YOUR GOAL -> Return every line of the listing that includes the string "links".

DATA FOR REVIEW ->
========

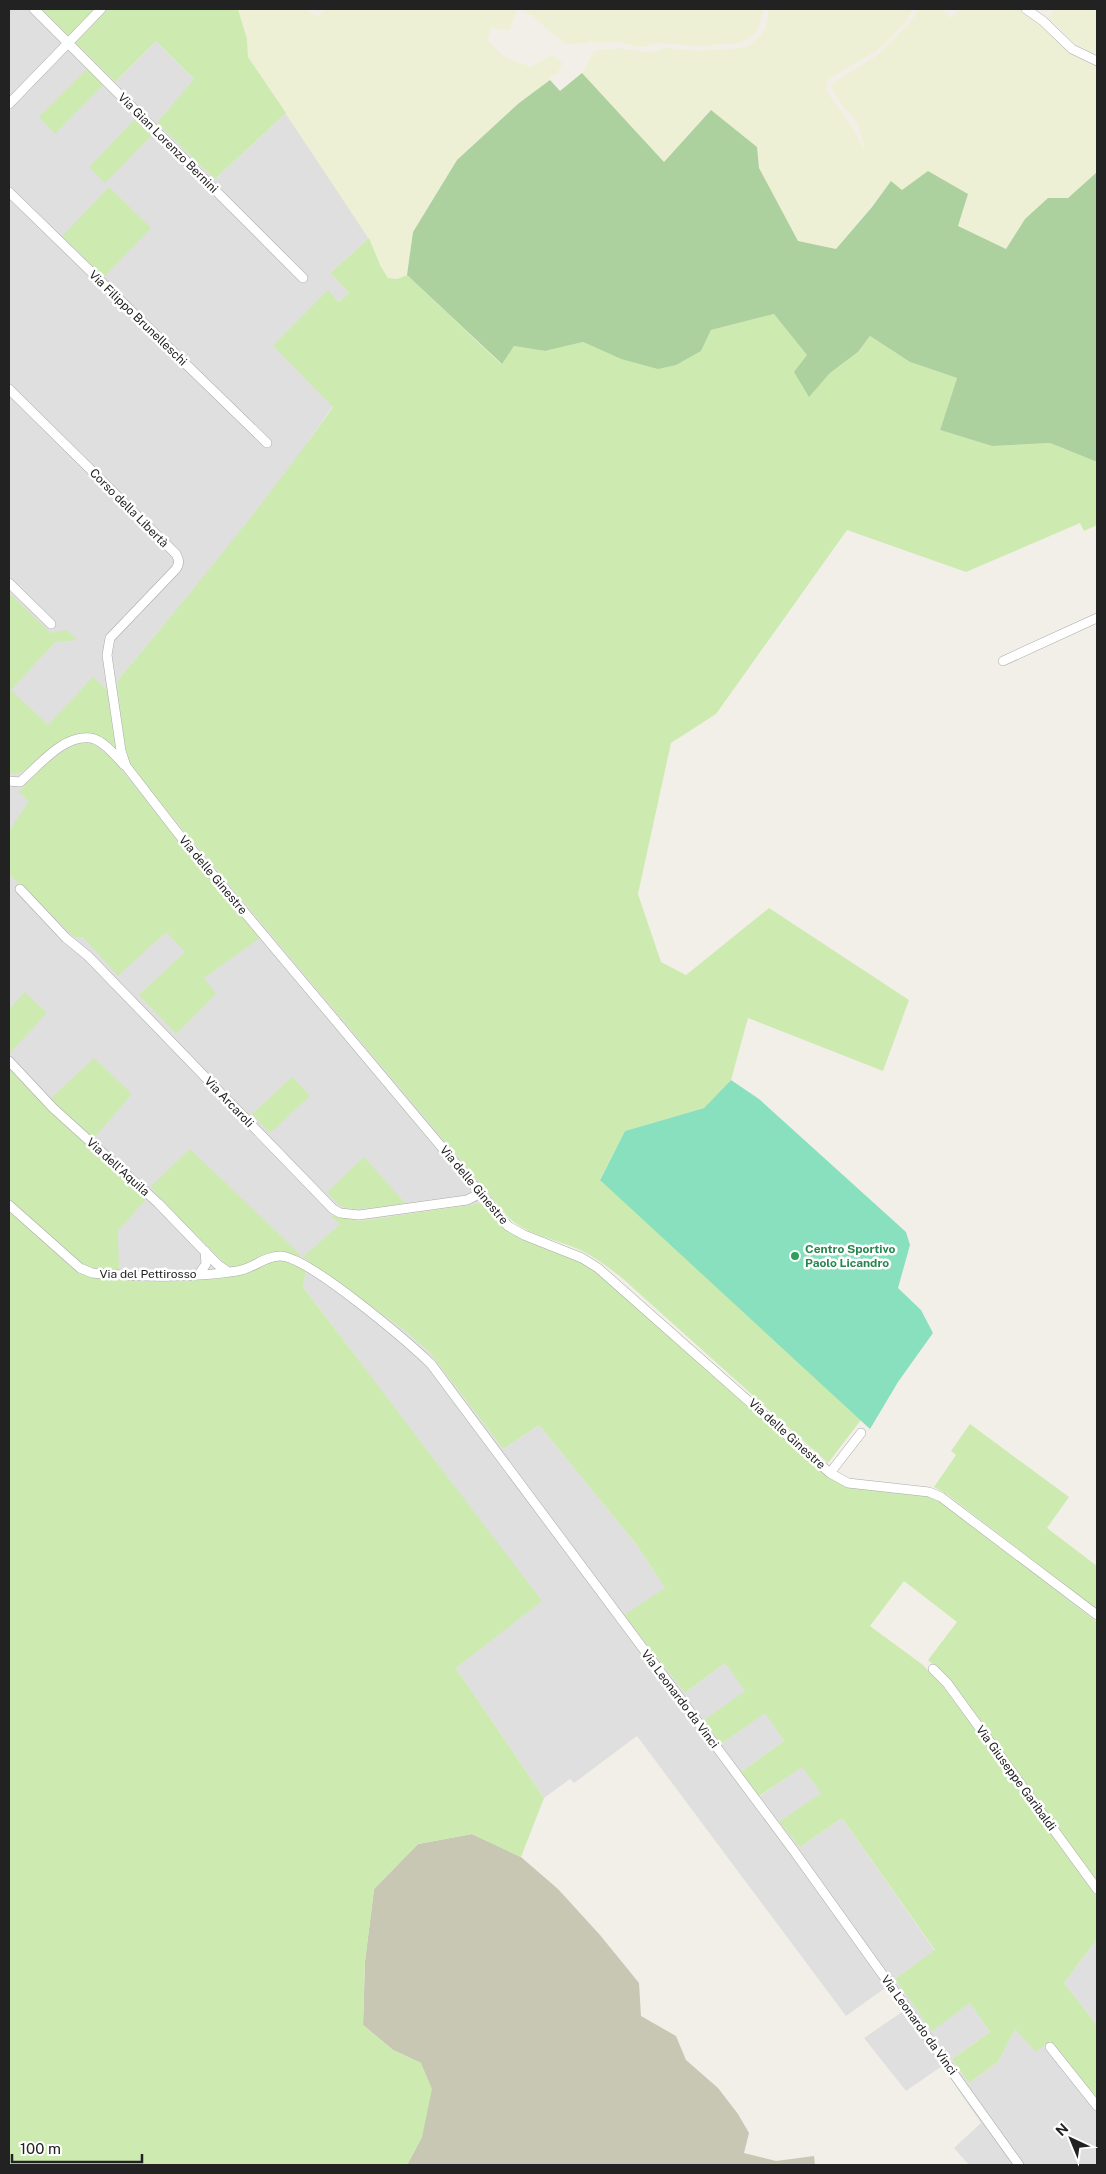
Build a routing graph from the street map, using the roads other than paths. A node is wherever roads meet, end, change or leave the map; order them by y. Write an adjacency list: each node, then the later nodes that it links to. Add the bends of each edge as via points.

========

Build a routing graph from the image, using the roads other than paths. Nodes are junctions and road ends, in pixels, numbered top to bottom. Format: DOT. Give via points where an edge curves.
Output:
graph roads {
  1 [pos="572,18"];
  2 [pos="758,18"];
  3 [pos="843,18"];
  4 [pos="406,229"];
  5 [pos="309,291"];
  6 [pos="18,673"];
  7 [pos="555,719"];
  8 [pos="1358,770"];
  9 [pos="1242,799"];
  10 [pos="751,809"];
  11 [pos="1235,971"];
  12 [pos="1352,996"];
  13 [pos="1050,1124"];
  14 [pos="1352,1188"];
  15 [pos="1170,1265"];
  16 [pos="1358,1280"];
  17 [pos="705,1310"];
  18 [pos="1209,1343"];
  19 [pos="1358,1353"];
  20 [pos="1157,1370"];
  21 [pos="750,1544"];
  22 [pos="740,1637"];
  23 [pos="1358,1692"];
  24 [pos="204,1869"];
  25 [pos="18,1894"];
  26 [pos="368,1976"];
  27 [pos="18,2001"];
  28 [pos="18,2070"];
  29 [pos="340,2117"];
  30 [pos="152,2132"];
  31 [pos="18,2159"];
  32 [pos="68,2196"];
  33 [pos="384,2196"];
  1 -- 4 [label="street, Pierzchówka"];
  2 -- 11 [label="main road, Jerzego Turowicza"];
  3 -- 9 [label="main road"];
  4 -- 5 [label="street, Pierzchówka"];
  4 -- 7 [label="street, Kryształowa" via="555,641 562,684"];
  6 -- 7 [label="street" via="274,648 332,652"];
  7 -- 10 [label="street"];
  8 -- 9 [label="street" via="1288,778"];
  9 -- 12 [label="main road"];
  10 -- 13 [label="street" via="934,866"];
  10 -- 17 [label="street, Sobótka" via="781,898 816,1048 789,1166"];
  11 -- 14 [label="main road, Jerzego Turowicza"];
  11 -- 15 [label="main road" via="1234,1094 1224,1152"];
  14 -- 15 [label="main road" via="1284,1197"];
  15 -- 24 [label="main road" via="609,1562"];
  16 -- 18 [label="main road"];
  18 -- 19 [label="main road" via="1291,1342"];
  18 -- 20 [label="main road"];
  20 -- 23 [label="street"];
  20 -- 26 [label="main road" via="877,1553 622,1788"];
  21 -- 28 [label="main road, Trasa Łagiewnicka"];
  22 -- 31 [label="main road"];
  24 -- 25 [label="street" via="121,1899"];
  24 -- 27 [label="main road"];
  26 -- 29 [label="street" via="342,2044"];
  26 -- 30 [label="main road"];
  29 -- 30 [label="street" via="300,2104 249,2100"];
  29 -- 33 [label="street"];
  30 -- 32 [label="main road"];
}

========

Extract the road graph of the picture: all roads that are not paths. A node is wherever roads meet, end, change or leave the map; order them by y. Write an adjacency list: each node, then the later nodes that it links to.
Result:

========

EXERCISE RESPONSE ->
Build a routing graph from the street map, using the roads other than paths. A node is wherever roads meet, end, change or leave the map; order them by y. Write an adjacency list: each node, then the later nodes that it links to. Add the bends of each edge as via points.
Extract the road graph of the picture: all roads that are not paths. A node is wherever roads meet, end, change or leave the map; order them by y. Write an adjacency list: each node, then the later nodes that it links to.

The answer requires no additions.